For a little while they were together again. William read the newspaper to the boy and fed him from a bottle and held him frequently enough that for the rest of his life he would be able to remember the hot little body with its rapid, rabbity heartbeat. When William and Louisa got back together, Karla wrote herself out of the scene, though they still met twice a year to mark the passage of time on each other’s faces.

“Move your elbow,” Karla said, pointing up at the waitress. “She’s trying to give you your iced tea.”

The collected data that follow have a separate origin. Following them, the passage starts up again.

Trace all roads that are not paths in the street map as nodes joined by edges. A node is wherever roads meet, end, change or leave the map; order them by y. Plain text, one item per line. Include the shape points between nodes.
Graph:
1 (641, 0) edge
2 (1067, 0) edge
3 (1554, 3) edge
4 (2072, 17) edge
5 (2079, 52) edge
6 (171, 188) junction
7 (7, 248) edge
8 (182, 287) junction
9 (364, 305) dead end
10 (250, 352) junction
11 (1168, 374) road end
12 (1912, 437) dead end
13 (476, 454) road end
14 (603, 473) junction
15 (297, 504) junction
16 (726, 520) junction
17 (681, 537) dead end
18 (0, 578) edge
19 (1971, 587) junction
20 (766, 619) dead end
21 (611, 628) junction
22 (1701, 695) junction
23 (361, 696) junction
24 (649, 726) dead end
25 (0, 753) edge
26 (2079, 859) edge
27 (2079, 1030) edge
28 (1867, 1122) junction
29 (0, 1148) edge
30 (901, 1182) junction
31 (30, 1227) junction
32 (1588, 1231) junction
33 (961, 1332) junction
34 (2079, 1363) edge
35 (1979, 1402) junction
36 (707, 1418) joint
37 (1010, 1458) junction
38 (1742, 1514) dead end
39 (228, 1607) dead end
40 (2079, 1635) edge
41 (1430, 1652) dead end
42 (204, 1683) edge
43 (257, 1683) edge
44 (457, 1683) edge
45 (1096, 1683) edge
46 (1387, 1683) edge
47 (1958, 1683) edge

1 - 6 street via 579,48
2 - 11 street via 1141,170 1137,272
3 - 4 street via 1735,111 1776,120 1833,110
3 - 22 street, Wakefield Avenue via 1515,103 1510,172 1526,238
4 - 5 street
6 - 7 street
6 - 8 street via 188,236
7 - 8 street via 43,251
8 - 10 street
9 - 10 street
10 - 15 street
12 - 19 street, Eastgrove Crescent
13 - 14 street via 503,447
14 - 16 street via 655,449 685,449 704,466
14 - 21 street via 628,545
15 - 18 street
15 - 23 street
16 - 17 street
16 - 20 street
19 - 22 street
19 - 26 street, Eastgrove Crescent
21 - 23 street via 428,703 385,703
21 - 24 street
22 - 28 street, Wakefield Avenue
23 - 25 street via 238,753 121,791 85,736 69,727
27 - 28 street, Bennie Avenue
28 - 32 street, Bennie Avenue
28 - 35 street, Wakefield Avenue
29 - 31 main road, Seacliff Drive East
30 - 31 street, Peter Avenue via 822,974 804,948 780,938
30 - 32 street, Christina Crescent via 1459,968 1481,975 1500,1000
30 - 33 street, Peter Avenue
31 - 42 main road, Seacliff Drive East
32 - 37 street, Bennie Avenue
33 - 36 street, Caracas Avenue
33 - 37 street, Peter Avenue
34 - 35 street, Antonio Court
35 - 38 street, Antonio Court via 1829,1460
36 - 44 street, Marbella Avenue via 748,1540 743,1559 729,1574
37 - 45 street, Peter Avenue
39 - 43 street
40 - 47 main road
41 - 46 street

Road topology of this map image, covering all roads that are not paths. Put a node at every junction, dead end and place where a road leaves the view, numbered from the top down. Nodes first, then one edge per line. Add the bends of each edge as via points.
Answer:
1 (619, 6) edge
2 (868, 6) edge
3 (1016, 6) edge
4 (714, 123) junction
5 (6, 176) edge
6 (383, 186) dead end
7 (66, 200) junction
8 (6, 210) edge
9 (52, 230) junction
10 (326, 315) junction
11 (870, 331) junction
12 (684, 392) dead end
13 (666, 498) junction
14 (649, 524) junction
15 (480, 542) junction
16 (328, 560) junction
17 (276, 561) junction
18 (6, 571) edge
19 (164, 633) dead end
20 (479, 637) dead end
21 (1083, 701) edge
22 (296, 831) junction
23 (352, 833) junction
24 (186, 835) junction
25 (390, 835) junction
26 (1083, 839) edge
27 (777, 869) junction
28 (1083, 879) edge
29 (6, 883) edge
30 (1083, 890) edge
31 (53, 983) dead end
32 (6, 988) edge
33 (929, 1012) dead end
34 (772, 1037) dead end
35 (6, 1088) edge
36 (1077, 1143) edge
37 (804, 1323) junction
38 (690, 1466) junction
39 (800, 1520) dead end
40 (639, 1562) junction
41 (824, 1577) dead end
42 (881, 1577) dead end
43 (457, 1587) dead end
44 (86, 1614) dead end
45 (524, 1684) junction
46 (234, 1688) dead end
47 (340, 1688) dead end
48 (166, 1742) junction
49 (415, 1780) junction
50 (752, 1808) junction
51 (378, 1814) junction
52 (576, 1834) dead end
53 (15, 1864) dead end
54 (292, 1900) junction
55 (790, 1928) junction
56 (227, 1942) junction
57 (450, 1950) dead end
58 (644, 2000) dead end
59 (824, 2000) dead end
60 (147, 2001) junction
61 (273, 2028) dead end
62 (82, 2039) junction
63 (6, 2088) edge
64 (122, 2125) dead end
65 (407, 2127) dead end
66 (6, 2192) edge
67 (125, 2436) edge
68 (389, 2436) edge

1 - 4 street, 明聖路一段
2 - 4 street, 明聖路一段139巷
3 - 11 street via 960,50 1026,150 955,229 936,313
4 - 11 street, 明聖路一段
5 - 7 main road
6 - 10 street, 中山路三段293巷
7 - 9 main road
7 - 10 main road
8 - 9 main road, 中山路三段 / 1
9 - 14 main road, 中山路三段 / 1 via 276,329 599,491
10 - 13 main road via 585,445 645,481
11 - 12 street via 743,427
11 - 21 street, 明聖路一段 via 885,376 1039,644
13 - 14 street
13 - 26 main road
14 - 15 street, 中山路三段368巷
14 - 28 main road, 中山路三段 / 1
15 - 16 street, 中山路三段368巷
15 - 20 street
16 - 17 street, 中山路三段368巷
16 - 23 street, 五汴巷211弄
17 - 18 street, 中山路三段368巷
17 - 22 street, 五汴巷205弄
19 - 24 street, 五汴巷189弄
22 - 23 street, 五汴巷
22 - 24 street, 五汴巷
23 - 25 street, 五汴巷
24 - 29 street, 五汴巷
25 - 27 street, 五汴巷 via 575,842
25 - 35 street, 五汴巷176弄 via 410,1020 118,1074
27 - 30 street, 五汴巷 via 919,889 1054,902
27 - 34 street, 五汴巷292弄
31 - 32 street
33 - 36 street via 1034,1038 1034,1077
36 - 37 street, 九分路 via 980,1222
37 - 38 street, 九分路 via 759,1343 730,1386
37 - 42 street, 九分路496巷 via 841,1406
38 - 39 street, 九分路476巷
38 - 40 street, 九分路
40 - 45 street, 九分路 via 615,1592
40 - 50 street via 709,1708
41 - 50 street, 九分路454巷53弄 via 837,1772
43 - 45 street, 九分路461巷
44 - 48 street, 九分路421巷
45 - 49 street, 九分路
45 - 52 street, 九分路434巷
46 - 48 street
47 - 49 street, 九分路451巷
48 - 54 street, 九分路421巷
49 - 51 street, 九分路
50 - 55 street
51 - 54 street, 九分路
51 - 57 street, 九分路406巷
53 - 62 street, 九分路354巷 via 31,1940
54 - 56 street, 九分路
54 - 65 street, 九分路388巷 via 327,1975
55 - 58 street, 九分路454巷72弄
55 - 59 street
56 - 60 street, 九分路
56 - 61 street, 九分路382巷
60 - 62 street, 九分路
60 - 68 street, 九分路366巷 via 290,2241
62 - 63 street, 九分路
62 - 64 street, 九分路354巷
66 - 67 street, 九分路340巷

“Thanks, Mom,” William said.

“You wish,” Karla said.

“Speaking of which,” William said, “I have a story.” He had been at the park a few weeks before and had seen Christopher by the basketball courts, ringed by friends. When William had waved, the boy had returned a stiff reverse nod, chin lifted from chest as if by guide wire.

Karla laughed. “Ten years old and already treats you like a colleague.”

“I could use a man like him down at the office.”

“How’s it going over there, anyway?”

“Been better,” he said. “But things are tough all over.”

“True,” Karla said, blushing a bit because she had no idea. She was living in a large house in the best part of town and casually dating a young filmmaker, also independently wealthy, who took her on ski vacations twice a year and was teaching Christopher to ride a horse. “And how’s the home front?”

“Ah, the home front,” William said. “Smooth? Bumpy? Who can say? Louisa’s brother moved to town. She threw a party for him and then refused to come out.”

“For how long?”

“The whole party.”

“Hmm,” Karla said.

“The party’s not the only thing,” William said, and then had to think if it was. “I think she might be hoarding the mail.”

“Hoarding?”

“Squirreling it away. I found two bags of it in the house, hidden in corners.”

“Is she depressed?” Karla, precise in so many things, defaulted to the vaguest language when it came to the feelings of others.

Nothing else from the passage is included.